_RECORDS FOR THE TASK_
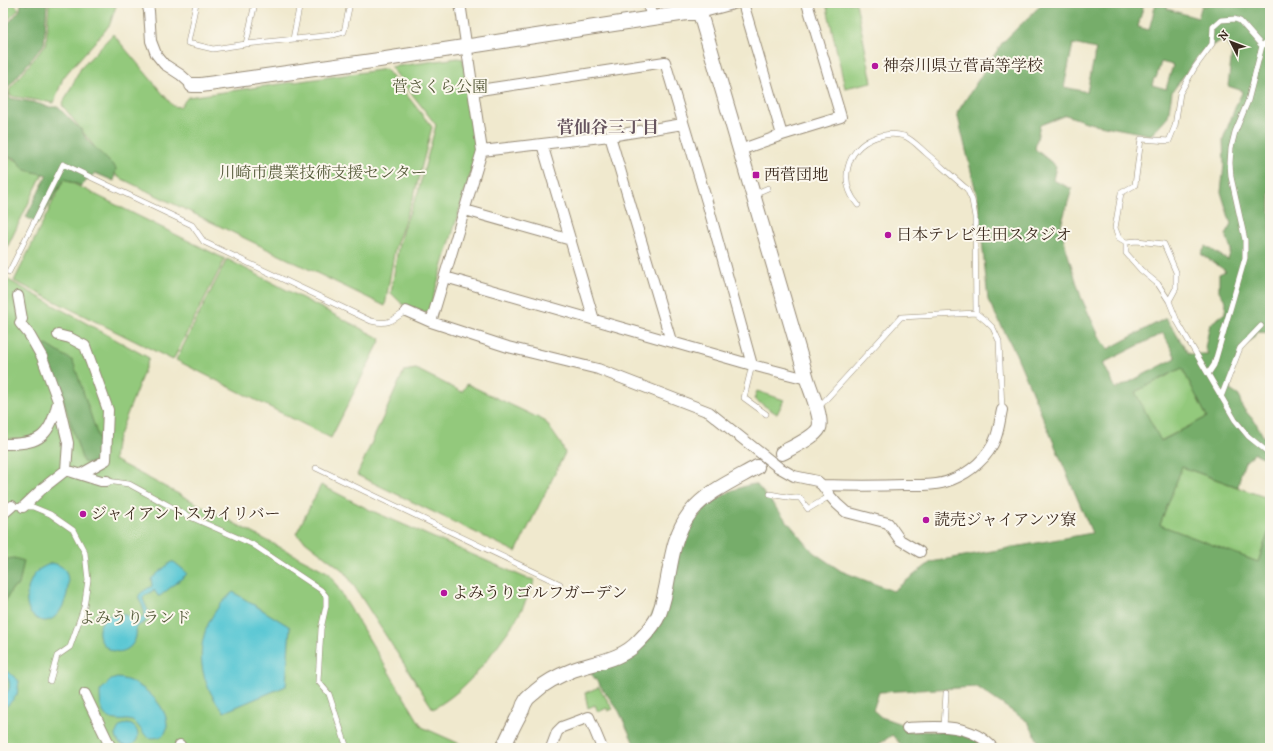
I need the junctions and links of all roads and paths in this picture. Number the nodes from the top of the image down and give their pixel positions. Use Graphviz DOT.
graph roads {
  1 [pos="147,3"];
  2 [pos="196,3"];
  3 [pos="255,3"];
  4 [pos="300,3"];
  5 [pos="350,3"];
  6 [pos="460,3"];
  7 [pos="647,3"];
  8 [pos="737,3"];
  9 [pos="743,3"];
  10 [pos="807,3"];
  11 [pos="699,8"];
  12 [pos="652,18"];
  13 [pos="293,39"];
  14 [pos="1270,39"];
  15 [pos="246,44"];
  16 [pos="1262,46"];
  17 [pos="467,47"];
  18 [pos="192,85"];
  19 [pos="473,91"];
  20 [pos="683,124"];
  21 [pos="782,135"];
  22 [pos="610,136"];
  23 [pos="542,144"];
  24 [pos="740,150"];
  25 [pos="482,151"];
  26 [pos="768,188"];
  27 [pos="753,194"];
  28 [pos="858,205"];
  29 [pos="465,210"];
  30 [pos="571,240"];
  31 [pos="1126,242"];
  32 [pos="9,272"];
  33 [pos="445,277"];
  34 [pos="18,296"];
  35 [pos="1169,301"];
  36 [pos="406,311"];
  37 [pos="976,313"];
  38 [pos="594,320"];
  39 [pos="430,322"];
  40 [pos="1261,326"];
  41 [pos="58,335"];
  42 [pos="671,341"];
  43 [pos="752,365"];
  44 [pos="1208,374"];
  45 [pos="807,379"];
  46 [pos="1220,397"];
  47 [pos="58,401"];
  48 [pos="817,409"];
  49 [pos="1002,410"];
  50 [pos="766,414"];
  51 [pos="3,444"];
  52 [pos="782,453"];
  53 [pos="1270,454"];
  54 [pos="757,467"];
  55 [pos="316,468"];
  56 [pos="66,470"];
  57 [pos="81,474"];
  58 [pos="107,481"];
  59 [pos="822,485"];
  60 [pos="770,494"];
  61 [pos="830,496"];
  62 [pos="8,506"];
  63 [pos="23,506"];
  64 [pos="3,514"];
  65 [pos="920,552"];
  66 [pos="560,584"];
  67 [pos="50,681"];
  68 [pos="946,693"];
  69 [pos="85,694"];
  70 [pos="907,728"];
  71 [pos="944,728"];
  72 [pos="111,748"];
  73 [pos="347,748"];
  74 [pos="503,748"];
  75 [pos="551,748"];
  76 [pos="602,748"];
  77 [pos="993,748"];
  1 -- 18 [label="street"];
  2 -- 15 [label="lane"];
  3 -- 15 [label="lane"];
  4 -- 13 [label="lane"];
  5 -- 13 [label="lane"];
  6 -- 17 [label="street"];
  7 -- 12 [label="street"];
  8 -- 11 [label="street"];
  9 -- 21 [label="street"];
  10 -- 21 [label="street"];
  11 -- 12 [label="street"];
  11 -- 24 [label="street"];
  12 -- 17 [label="street"];
  13 -- 15 [label="lane"];
  14 -- 16 [label="lane"];
  16 -- 31 [label="lane"];
  16 -- 44 [label="lane"];
  17 -- 18 [label="street"];
  17 -- 19 [label="street"];
  19 -- 20 [label="street"];
  19 -- 25 [label="street"];
  20 -- 22 [label="street"];
  20 -- 43 [label="street"];
  21 -- 24 [label="street"];
  22 -- 23 [label="street"];
  22 -- 42 [label="street"];
  23 -- 25 [label="street"];
  23 -- 30 [label="street"];
  24 -- 27 [label="street"];
  25 -- 29 [label="street"];
  26 -- 27 [label="lane"];
  27 -- 45 [label="street"];
  28 -- 37 [label="lane"];
  29 -- 30 [label="street"];
  29 -- 33 [label="street"];
  30 -- 38 [label="street"];
  31 -- 35 [label="lane"];
  31 -- 35 [label="lane"];
  32 -- 36 [label="lane"];
  33 -- 38 [label="street"];
  33 -- 39 [label="street"];
  34 -- 47 [label="street"];
  35 -- 44 [label="lane"];
  36 -- 39 [label="street"];
  37 -- 48 [label="lane"];
  37 -- 49 [label="lane"];
  38 -- 42 [label="street"];
  39 -- 59 [label="street"];
  40 -- 46 [label="lane"];
  41 -- 57 [label="street"];
  42 -- 43 [label="street"];
  43 -- 45 [label="street"];
  43 -- 50 [label="lane"];
  44 -- 46 [label="lane"];
  45 -- 48 [label="street"];
  46 -- 53 [label="lane"];
  47 -- 51 [label="street"];
  47 -- 56 [label="street"];
  48 -- 52 [label="street"];
  49 -- 59 [label="street"];
  54 -- 74 [label="street"];
  55 -- 66 [label="lane"];
  56 -- 57 [label="street"];
  56 -- 63 [label="street"];
  57 -- 58 [label="street"];
  58 -- 73 [label="lane"];
  59 -- 61 [label="street"];
  60 -- 61 [label="lane"];
  61 -- 65 [label="street"];
  62 -- 63 [label="lane"];
  62 -- 64 [label="street"];
  63 -- 67 [label="lane"];
  68 -- 71 [label="lane"];
  69 -- 72 [label="street"];
  70 -- 71 [label="street"];
  71 -- 77 [label="street"];
  75 -- 76 [label="street"];
}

_EXERCISE OBJECTIVE_
Could you filter the entries above for lines holding the string "roads" and copy them?

_TASK RESPONSE_
I need the junctions and links of all roads and paths in this picture. Number the nodes from the top of the image down and give their pixel positions. Use Graphviz DOT.
graph roads {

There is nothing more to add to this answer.